Depuis mercredi soir, la situation de cette famille s’est encore dégradée. Les policiers ont confisqué leur voiture, envoyée à la fourrière. La carte grise n’est pas à leur nom, ils n’ont aucun moyen de la récupérer, ni même les quelques affaires qu’ils avaient à l’intérieur. «Ils sont arrivés trempés à l’école mercredi soir, sans rien», raconte la directrice. Elle appelle le 115, parvient par miracle à avoir quelqu’un au bout du fil… «Mais on m’a répondu qu’il n’y avait plus de place… Aucune solution. Comment peut-on laisser des enfants dormir dans la rue ?» Elle leur a payé une nuit d’hôtel. Mais jeudi soir, ils étaient à nouveau sans solution, le 115 ne répondant même plus. A 22 heures, épuisée d’écouter en boucle la musique d’attente du Samu social, la directrice leur a ouvert son canapé-lit. «On verra demain.»

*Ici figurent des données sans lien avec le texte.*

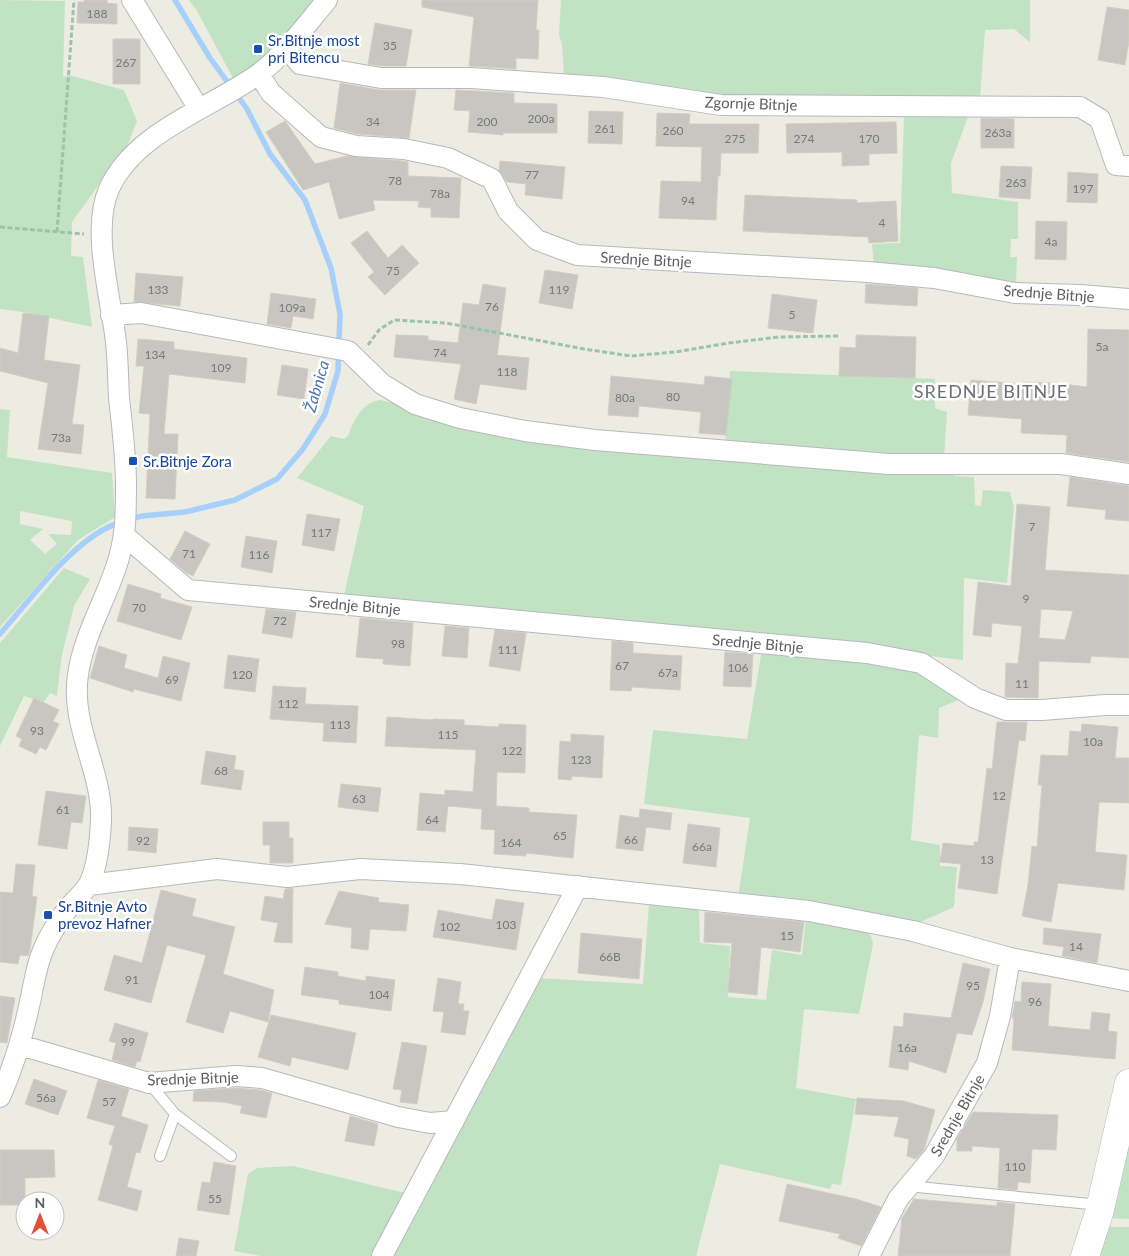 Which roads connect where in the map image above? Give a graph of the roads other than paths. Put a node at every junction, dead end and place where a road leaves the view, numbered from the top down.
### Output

«JE PEUX ME LAVER AVANT D’ALLER AU TRAVAIL»

Gabriel est dans un hôtel en attendant le logement promis.
Le campement des Coquetiers, à Bobigny, avant son démantèlement le 21 octobre.
(Photo Lionel Charrier. Myop)
Gabriel, 28 ans dans quelques jours, a vécu quatre ans aux Coquetiers dans une baraque en bois qu’il avait construite. Sa fille de trois ans y est née. «Elle a marché là-bas, elle a commencé à parler»… Aujourd’hui, il s’estime chanceux. Gabriel fait partie de ceux qui se sont vu promettre un logement. Un trois-pièces à Montfermeil dont il n’a pourtant pas encore vu la couleur. «C’est à cause des papiers qui manquent. Mais ça va aller, tranquille», dit-il en haussant les épaules.
Depuis que le bidonville a été évacué, il dort dans un hôtel social à la Courneuve avec sa femme et la petite. «On a l’eau, des toilettes. Tu vois, c’est beaucoup mieux qu’aux Coquetiers. Je peux me laver avant d’aller au travail.» Cela va faire un an que son employeur le déclare. Il monte et démonte les structures dans les salons d’exposition. «Je suis embauché en fonction des besoins. Parfois, c’est pour trois heures. Parfois c’est un ou deux jours par semaine. ça dépend.» Dans l’idéal, il aimerait un temps plein, avec un salaire fixe mais bon, «je dis déjà merci avec ça».
On le rencontre dans l’interminable file d’attente de la préfecture de Bobigny, il a fait une demande de titre de séjour. Il parle doucement, un peu gêné. «Pour moi, c’est bien, j’ai un toit. Mais ma mère et mon petit frère qui étaient aussi aux Coquetiers, ils ont rien du tout.» Ils n’étaient pas sur le site quand les services sociaux sont passés pour réaliser leur fameux «diagnostic social». Aucune solution de relogement ne leur a été proposée. «Tu peux pas laisser ta mère et ton petit frère de dix ans dans la merde, c’est pas possible», ajoute Gabriel, le regard sombre. Ils ont trouvé refuge dans une petite caravane d’un oncle. La journée, sa mère fait la manche. Son petit frère, lui, continue comme il peut à aller à l’école de Bobigny.
(1) Adoma, qui gère les foyers d’insertion où ont été accueillies les familles, n’a pas voulu répondre à nos questions, indiquant qu’il ne «communiquerait» sur le sujet que «fin janvier».